On $\sigma(n)<n+\frac{n}{2}\log\frac{n+1}{n-1}+\frac{n}{4} \left(\sum_{\substack{d|n,1<d<n}}\log\frac{(n+d)(n+1)}{(n-d)(n-1)}\right)$

Question

I've derived for $n>1$ and $\sigma(n)$ the sum of divisor function $\sum_{d|n}d$ the following inequality $$\sigma(n)<n+\frac{n}{2}\log\frac{n+1}{n-1}+\frac{n}{4} \left(\sum_{\substack{d|n,1<d<n}}\log\frac{(n+d)(n+1)}{(n-d)(n-1)}\right).$$

For the proof, if it isn't wrong, I've used an inequality derived in [1]. Currently I don't made computations with my computer, and I want to know it previous inequality is good in the sense that $RHS/\sigma(n)$ is relatively small.

Question. Can you tell me, in words if the inequality it seems sharper or not, the computational behaviour (with a summary table or a graphic using a computer) of $RHS/\sigma(n)$ for $1<n\leq N$ and $N$ sufficiently large. Of course you can provide us a summary of your results. If you find a counterexample please tell me to discard this inequality. Optionally if you know how estimate this ratio, from a theoretical viewpoint, please tell me. Thanks in advance.

References:

Klambauer, On a Property of $x^ne^{-x}$, The American Mathematical MONTHLY 1988, page 551.

Answer 1

Roughly speaking, your result is that $$ \sigma(n) \ll n \log n,$$ where I use $\ll$ as a sort of big Oh notation. It's actually known that $$ \sigma(n) \ll n \log \log n.$$ The difference between what you've shown and what is known is the difference between $\log n$ and $\log \log n$. In short, the second is much, much smaller. For instance, $\log 10^6 \approx 13.81$ and $\log \log 10^6 \approx 2.62.$ And this difference becomes more pronounced as $n$ gets large, even though it happens slowly.

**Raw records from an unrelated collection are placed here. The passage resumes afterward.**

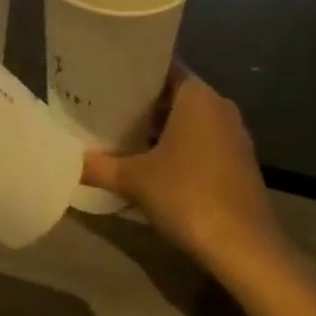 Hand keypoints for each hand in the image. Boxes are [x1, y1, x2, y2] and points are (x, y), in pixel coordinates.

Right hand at [81, 68, 284, 268]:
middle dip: (144, 101)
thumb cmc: (187, 195)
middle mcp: (219, 106)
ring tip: (125, 132)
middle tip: (107, 105)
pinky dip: (181, 145)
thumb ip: (99, 166)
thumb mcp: (134, 180)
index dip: (135, 72)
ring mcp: (234, 135)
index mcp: (197, 96)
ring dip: (162, 126)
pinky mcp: (240, 162)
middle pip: (175, 93)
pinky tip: (154, 161)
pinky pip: (204, 141)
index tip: (108, 76)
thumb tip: (70, 162)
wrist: (245, 249)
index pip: (163, 67)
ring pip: (190, 119) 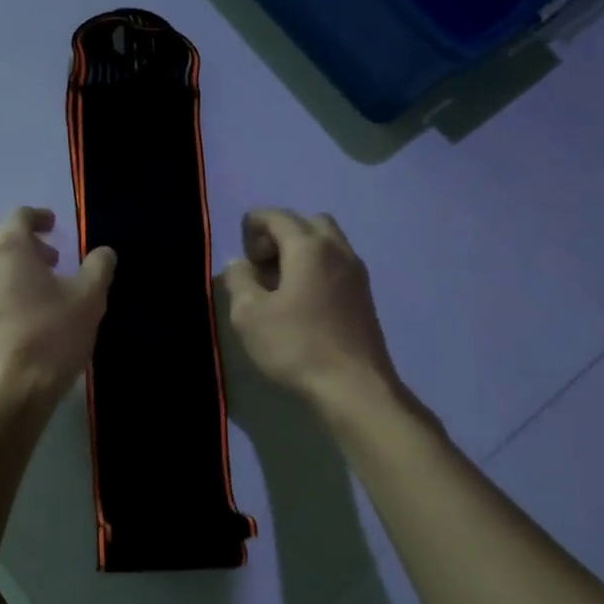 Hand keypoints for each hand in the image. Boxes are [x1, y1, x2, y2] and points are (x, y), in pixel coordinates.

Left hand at [0, 206, 116, 416]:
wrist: (5, 394)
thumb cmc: (49, 339)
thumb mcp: (88, 301)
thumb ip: (98, 268)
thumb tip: (104, 252)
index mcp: (7, 247)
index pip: (20, 215)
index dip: (39, 217)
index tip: (55, 226)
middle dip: (22, 239)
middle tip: (49, 258)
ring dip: (9, 264)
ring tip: (38, 287)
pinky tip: (21, 313)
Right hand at [221, 209, 408, 415]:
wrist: (354, 386)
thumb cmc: (296, 346)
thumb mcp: (249, 315)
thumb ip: (239, 280)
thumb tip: (239, 263)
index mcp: (308, 247)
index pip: (277, 216)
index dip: (252, 225)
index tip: (241, 253)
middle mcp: (337, 250)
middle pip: (307, 222)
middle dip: (280, 233)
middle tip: (262, 264)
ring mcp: (356, 273)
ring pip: (326, 242)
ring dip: (300, 251)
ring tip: (279, 284)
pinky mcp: (364, 296)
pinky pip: (336, 264)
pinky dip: (316, 268)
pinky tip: (301, 300) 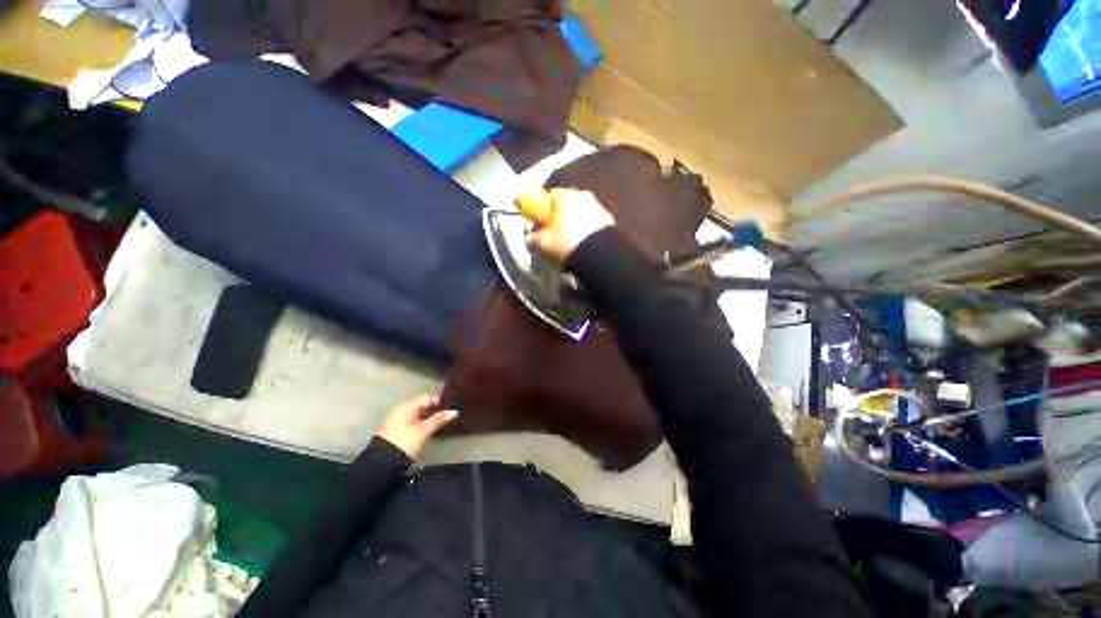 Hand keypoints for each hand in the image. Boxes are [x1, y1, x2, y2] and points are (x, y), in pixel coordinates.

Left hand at [374, 394, 457, 457]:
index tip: (450, 406)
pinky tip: (428, 430)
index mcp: (405, 407)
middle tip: (447, 415)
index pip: (426, 398)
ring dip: (428, 418)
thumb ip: (438, 420)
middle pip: (421, 406)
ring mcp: (397, 421)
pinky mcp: (396, 431)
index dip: (438, 401)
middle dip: (434, 410)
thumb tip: (454, 412)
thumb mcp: (423, 431)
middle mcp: (400, 411)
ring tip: (440, 423)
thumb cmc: (404, 443)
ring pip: (417, 415)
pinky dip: (421, 424)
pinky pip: (413, 422)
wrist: (383, 464)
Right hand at [528, 188, 614, 262]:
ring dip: (576, 220)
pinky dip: (588, 228)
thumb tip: (529, 237)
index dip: (544, 207)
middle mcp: (583, 195)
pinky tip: (584, 242)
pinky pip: (593, 221)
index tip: (542, 220)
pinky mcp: (609, 219)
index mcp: (566, 196)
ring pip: (582, 210)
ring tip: (572, 239)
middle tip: (556, 230)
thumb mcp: (544, 243)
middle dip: (561, 213)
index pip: (550, 195)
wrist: (599, 256)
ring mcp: (599, 206)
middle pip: (568, 201)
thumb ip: (534, 237)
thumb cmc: (567, 243) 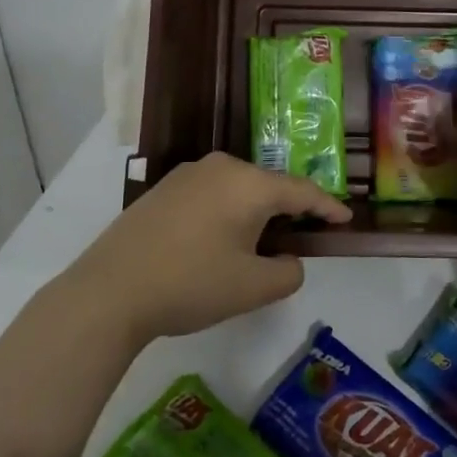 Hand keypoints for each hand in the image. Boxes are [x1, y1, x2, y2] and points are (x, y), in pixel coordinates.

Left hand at [64, 153, 351, 344]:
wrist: (111, 289)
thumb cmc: (190, 284)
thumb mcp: (251, 288)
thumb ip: (287, 273)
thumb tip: (288, 260)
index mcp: (249, 184)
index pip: (300, 191)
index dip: (327, 206)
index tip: (345, 218)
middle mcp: (221, 167)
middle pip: (268, 185)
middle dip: (289, 208)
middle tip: (303, 233)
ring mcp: (189, 174)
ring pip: (238, 188)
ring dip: (255, 210)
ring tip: (262, 240)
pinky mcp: (165, 188)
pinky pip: (212, 193)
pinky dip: (227, 211)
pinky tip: (221, 238) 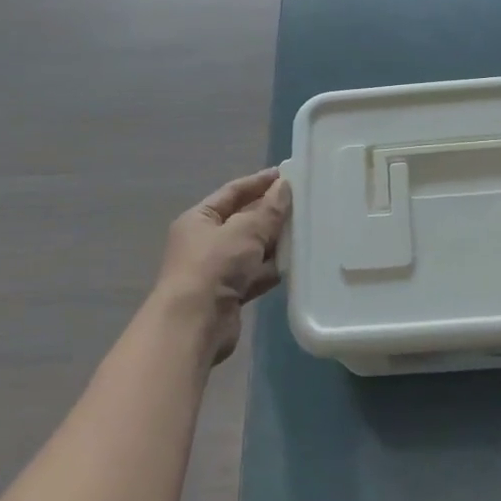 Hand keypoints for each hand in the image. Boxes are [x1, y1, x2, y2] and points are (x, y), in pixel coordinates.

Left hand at [154, 168, 291, 361]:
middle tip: (303, 202)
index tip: (285, 175)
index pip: (232, 192)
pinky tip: (295, 262)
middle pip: (243, 220)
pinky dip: (272, 268)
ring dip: (274, 242)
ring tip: (306, 229)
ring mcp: (217, 269)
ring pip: (252, 248)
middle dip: (270, 213)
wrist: (194, 325)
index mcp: (199, 219)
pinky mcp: (229, 294)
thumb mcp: (245, 230)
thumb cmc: (214, 266)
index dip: (258, 182)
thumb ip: (268, 210)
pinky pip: (255, 273)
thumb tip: (284, 187)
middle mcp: (205, 241) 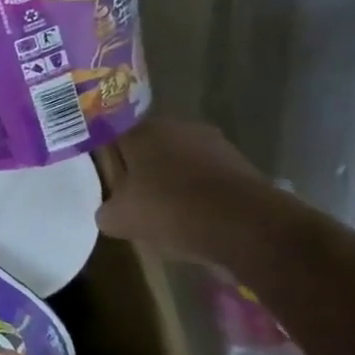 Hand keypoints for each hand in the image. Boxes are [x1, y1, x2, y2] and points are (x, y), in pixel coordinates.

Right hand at [96, 117, 272, 265]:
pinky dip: (203, 194)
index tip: (107, 184)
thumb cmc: (170, 211)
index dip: (108, 161)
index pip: (113, 138)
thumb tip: (110, 212)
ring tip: (169, 214)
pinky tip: (199, 219)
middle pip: (150, 149)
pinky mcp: (244, 166)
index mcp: (141, 131)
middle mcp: (177, 127)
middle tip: (135, 200)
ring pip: (182, 162)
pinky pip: (210, 179)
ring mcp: (215, 144)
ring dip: (175, 182)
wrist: (248, 227)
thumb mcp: (119, 219)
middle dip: (143, 171)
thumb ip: (106, 211) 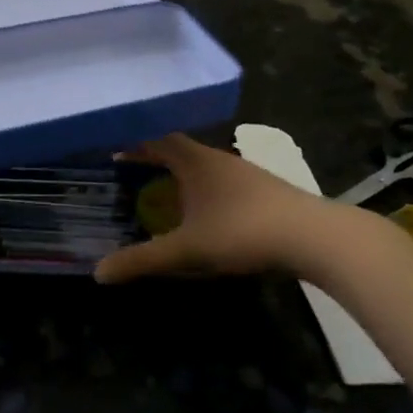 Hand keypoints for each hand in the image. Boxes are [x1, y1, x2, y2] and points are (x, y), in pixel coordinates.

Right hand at [94, 133, 336, 283]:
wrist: (314, 237)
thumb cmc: (243, 232)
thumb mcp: (186, 250)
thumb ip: (142, 260)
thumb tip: (98, 273)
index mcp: (197, 162)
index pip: (159, 140)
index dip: (135, 145)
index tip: (114, 153)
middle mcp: (221, 160)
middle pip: (182, 151)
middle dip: (155, 161)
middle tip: (132, 176)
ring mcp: (247, 175)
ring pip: (205, 168)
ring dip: (182, 178)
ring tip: (164, 196)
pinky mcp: (266, 193)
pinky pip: (223, 185)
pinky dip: (204, 193)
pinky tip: (205, 215) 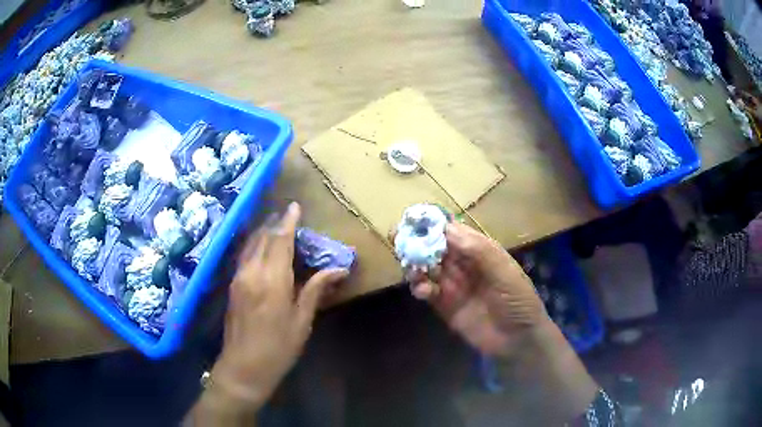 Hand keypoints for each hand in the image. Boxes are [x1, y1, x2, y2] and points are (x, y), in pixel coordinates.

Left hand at [196, 203, 348, 419]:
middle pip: (263, 238)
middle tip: (287, 215)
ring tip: (274, 225)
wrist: (243, 367)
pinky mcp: (232, 285)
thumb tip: (339, 269)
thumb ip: (316, 290)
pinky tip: (259, 246)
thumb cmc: (279, 347)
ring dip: (262, 231)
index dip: (288, 222)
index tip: (295, 206)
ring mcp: (238, 277)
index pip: (281, 241)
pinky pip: (243, 255)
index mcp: (273, 280)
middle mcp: (252, 272)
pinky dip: (253, 244)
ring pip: (250, 244)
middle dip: (274, 223)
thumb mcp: (302, 321)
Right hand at [408, 222, 598, 421]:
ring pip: (426, 267)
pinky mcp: (444, 305)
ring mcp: (452, 284)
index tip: (414, 220)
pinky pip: (427, 290)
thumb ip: (479, 251)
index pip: (453, 231)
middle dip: (416, 241)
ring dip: (415, 264)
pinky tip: (422, 290)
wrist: (518, 340)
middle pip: (434, 247)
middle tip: (397, 237)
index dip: (434, 224)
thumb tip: (447, 229)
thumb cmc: (519, 301)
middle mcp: (463, 264)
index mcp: (480, 250)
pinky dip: (420, 287)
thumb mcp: (505, 273)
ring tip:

As $n$ gets large, the ratio between your error and the known error is unboundedly large. But to be fair, the rate of divergence is quite slow.

Answer 2

It isn't clear to me exactly what you are asking the community to provide, but you can compare this to previously established bounds to get a sense for how well you are doing. In particular, a mathematician named Robin showed that $$ \sigma(n) < e^{\gamma}n\log(\log(n)) + \frac{.65n}{\log(\log(n))} $$ holds for all $n\geq 3$. The constant $.65$ isn't quite right, but I don't have my references handy (maybe someone can comment/edit one in), but already this beats your bound for large $n$. So you do not have a "sharp" inequality, but it may have merits in that the proof might be easier than Robin's result. You will probably have to do the computational aspects of your problem yourself. I recommend using Python or Sage.